Start of EXERCISE DATA

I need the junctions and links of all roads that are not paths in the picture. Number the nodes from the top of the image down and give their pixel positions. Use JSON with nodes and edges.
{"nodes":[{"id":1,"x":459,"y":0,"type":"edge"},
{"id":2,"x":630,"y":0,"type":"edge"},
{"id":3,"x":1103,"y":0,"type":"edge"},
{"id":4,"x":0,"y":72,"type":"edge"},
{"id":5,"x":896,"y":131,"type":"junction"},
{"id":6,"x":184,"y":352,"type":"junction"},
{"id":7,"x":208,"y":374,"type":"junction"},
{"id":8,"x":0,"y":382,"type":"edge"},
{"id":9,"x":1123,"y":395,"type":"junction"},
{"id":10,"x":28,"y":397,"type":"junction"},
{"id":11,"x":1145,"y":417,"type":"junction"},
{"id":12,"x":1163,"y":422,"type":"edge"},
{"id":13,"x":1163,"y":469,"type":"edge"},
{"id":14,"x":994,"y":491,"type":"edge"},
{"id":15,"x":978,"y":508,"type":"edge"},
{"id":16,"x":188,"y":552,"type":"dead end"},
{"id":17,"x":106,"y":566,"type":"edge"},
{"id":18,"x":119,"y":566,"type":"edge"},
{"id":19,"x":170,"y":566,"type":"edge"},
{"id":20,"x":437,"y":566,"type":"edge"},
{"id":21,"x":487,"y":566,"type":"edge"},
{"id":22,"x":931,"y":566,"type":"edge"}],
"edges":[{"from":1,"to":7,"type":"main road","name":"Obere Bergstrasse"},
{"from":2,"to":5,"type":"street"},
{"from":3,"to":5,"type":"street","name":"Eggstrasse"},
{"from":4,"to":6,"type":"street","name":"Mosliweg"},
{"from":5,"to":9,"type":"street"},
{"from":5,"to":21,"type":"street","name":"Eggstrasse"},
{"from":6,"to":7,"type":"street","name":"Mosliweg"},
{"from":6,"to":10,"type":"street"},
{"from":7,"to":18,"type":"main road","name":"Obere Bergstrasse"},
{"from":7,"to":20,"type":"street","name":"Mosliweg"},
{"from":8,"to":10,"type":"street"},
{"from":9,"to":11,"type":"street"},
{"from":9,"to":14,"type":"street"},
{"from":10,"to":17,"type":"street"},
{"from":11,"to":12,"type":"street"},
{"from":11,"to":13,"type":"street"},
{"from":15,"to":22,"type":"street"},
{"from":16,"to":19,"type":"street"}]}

End of EXERCISE DATA

▸ ABOUT THIS EXERCISE
The whole listing is needed again, word for word.

▸ REPLY
I need the junctions and links of all roads that are not paths in the picture. Number the nodes from the top of the image down and give their pixel positions. Use JSON with nodes and edges.
{"nodes":[{"id":1,"x":459,"y":0,"type":"edge"},
{"id":2,"x":630,"y":0,"type":"edge"},
{"id":3,"x":1103,"y":0,"type":"edge"},
{"id":4,"x":0,"y":72,"type":"edge"},
{"id":5,"x":896,"y":131,"type":"junction"},
{"id":6,"x":184,"y":352,"type":"junction"},
{"id":7,"x":208,"y":374,"type":"junction"},
{"id":8,"x":0,"y":382,"type":"edge"},
{"id":9,"x":1123,"y":395,"type":"junction"},
{"id":10,"x":28,"y":397,"type":"junction"},
{"id":11,"x":1145,"y":417,"type":"junction"},
{"id":12,"x":1163,"y":422,"type":"edge"},
{"id":13,"x":1163,"y":469,"type":"edge"},
{"id":14,"x":994,"y":491,"type":"edge"},
{"id":15,"x":978,"y":508,"type":"edge"},
{"id":16,"x":188,"y":552,"type":"dead end"},
{"id":17,"x":106,"y":566,"type":"edge"},
{"id":18,"x":119,"y":566,"type":"edge"},
{"id":19,"x":170,"y":566,"type":"edge"},
{"id":20,"x":437,"y":566,"type":"edge"},
{"id":21,"x":487,"y":566,"type":"edge"},
{"id":22,"x":931,"y":566,"type":"edge"}],
"edges":[{"from":1,"to":7,"type":"main road","name":"Obere Bergstrasse"},
{"from":2,"to":5,"type":"street"},
{"from":3,"to":5,"type":"street","name":"Eggstrasse"},
{"from":4,"to":6,"type":"street","name":"Mosliweg"},
{"from":5,"to":9,"type":"street"},
{"from":5,"to":21,"type":"street","name":"Eggstrasse"},
{"from":6,"to":7,"type":"street","name":"Mosliweg"},
{"from":6,"to":10,"type":"street"},
{"from":7,"to":18,"type":"main road","name":"Obere Bergstrasse"},
{"from":7,"to":20,"type":"street","name":"Mosliweg"},
{"from":8,"to":10,"type":"street"},
{"from":9,"to":11,"type":"street"},
{"from":9,"to":14,"type":"street"},
{"from":10,"to":17,"type":"street"},
{"from":11,"to":12,"type":"street"},
{"from":11,"to":13,"type":"street"},
{"from":15,"to":22,"type":"street"},
{"from":16,"to":19,"type":"street"}]}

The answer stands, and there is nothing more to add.